• **Provided records**
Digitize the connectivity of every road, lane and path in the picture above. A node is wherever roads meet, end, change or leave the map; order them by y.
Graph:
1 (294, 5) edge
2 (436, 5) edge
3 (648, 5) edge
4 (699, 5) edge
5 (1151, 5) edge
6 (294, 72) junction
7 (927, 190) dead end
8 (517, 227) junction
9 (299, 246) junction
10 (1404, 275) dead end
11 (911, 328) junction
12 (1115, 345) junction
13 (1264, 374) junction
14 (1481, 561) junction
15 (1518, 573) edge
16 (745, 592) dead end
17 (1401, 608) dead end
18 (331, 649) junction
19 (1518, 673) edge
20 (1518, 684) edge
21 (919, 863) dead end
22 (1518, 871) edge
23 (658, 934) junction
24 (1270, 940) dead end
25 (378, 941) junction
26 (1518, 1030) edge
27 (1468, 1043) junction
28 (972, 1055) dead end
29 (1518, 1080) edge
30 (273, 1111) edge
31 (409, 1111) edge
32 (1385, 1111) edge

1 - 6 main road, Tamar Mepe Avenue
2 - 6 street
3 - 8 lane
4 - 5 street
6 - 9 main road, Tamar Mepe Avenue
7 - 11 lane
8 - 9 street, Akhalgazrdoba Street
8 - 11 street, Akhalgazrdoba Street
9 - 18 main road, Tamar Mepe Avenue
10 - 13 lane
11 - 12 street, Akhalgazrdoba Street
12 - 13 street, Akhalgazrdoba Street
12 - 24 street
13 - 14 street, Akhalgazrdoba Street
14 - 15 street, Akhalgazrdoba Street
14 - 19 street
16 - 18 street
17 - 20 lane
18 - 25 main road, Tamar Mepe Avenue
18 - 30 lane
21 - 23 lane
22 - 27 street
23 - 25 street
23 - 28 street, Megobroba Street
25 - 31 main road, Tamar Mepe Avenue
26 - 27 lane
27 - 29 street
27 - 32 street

• **Exercise requirements**
Copy all records verbatim.

• **Expected answer**
Digitize the connectivity of every road, lane and path in the picture above. A node is wherever roads meet, end, change or leave the map; order them by y.
Graph:
1 (294, 5) edge
2 (436, 5) edge
3 (648, 5) edge
4 (699, 5) edge
5 (1151, 5) edge
6 (294, 72) junction
7 (927, 190) dead end
8 (517, 227) junction
9 (299, 246) junction
10 (1404, 275) dead end
11 (911, 328) junction
12 (1115, 345) junction
13 (1264, 374) junction
14 (1481, 561) junction
15 (1518, 573) edge
16 (745, 592) dead end
17 (1401, 608) dead end
18 (331, 649) junction
19 (1518, 673) edge
20 (1518, 684) edge
21 (919, 863) dead end
22 (1518, 871) edge
23 (658, 934) junction
24 (1270, 940) dead end
25 (378, 941) junction
26 (1518, 1030) edge
27 (1468, 1043) junction
28 (972, 1055) dead end
29 (1518, 1080) edge
30 (273, 1111) edge
31 (409, 1111) edge
32 (1385, 1111) edge

1 - 6 main road, Tamar Mepe Avenue
2 - 6 street
3 - 8 lane
4 - 5 street
6 - 9 main road, Tamar Mepe Avenue
7 - 11 lane
8 - 9 street, Akhalgazrdoba Street
8 - 11 street, Akhalgazrdoba Street
9 - 18 main road, Tamar Mepe Avenue
10 - 13 lane
11 - 12 street, Akhalgazrdoba Street
12 - 13 street, Akhalgazrdoba Street
12 - 24 street
13 - 14 street, Akhalgazrdoba Street
14 - 15 street, Akhalgazrdoba Street
14 - 19 street
16 - 18 street
17 - 20 lane
18 - 25 main road, Tamar Mepe Avenue
18 - 30 lane
21 - 23 lane
22 - 27 street
23 - 25 street
23 - 28 street, Megobroba Street
25 - 31 main road, Tamar Mepe Avenue
26 - 27 lane
27 - 29 street
27 - 32 street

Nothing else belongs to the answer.